Humans don't like unfairness, and they don't like hypocrisy in their leaders. These are actually pretty good heuristics because if leaders can't sense this and formulate a plan without those problems, they're probably pretty shitty leaders because those traits don't tend to go along with leaders who get results.

Sure, it would be nice if the UN staff lived low carbon lifestyles, but if by some miracle they managed to actually do something about the problem, it would be more than worth their unavoidable hypocrisy.

See my point above. It's not like these people are getting results despite their hypocrisy. Hypocrisy, nonexistent principles, greed, etc and shitty results tend to be correlated. And we as "commoners" shouldn't defend out team's bad behavior just because we believe in the cause. Ultimately we pay a bigger long-term cost by alienating others from the cause by showing that we ourselves don't really believe in integrity and truth. The same applies to failing to call out shitty "science" and fear mongering journalism too, but this comment has already gotten long enough.

[–] smallpond [OP] 0 points (+0|-0)

We're not talking about the physical things or the physical result of the things but the public's psychological response of these people's actions and how other's perceive it.

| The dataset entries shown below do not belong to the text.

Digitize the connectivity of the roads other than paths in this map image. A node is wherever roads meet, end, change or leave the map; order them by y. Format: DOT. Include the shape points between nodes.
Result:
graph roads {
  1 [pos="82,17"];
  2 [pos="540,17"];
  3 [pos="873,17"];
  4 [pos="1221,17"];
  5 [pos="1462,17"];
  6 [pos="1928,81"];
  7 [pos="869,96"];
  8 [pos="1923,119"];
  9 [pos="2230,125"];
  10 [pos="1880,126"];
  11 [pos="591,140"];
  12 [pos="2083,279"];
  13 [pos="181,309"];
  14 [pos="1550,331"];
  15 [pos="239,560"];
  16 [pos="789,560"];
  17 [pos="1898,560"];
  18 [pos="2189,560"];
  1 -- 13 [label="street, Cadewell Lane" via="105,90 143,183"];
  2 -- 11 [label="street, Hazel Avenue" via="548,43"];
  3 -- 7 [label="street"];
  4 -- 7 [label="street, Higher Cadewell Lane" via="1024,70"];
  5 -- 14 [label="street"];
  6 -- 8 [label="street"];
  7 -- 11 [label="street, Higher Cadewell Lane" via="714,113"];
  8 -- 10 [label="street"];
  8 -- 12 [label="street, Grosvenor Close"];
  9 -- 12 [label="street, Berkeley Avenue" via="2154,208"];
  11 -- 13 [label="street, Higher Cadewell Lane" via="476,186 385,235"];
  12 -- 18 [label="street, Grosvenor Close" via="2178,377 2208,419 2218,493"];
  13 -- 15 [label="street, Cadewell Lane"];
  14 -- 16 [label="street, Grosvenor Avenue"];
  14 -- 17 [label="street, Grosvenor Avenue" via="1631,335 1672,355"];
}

These are actually pretty good heuristics because if leaders can't sense this and formulate a plan without those problems, they're probably pretty shitty leaders because those traits don't tend to go along with leaders who get results.

That sounds nice, but I think our leaders are corrupt hypocritical scum - it doesn't stop them getting stuff done when those who matter want it. We end up following orders regardless of the hypocrisy, their moral standing, and whether the particular laws are popular or not. People mostly do what their told (often via ideas they're fed by the media), and that includes being offended by whatever hypocrisy we're supposed to be offended by.

If we had hypocrites who somehow wished to do the right thing about climate change, I think they technically could get stuff done. Leaders with integrity would of course be leagues better, but they don't seem to be on the menu - we have been lost for a long time.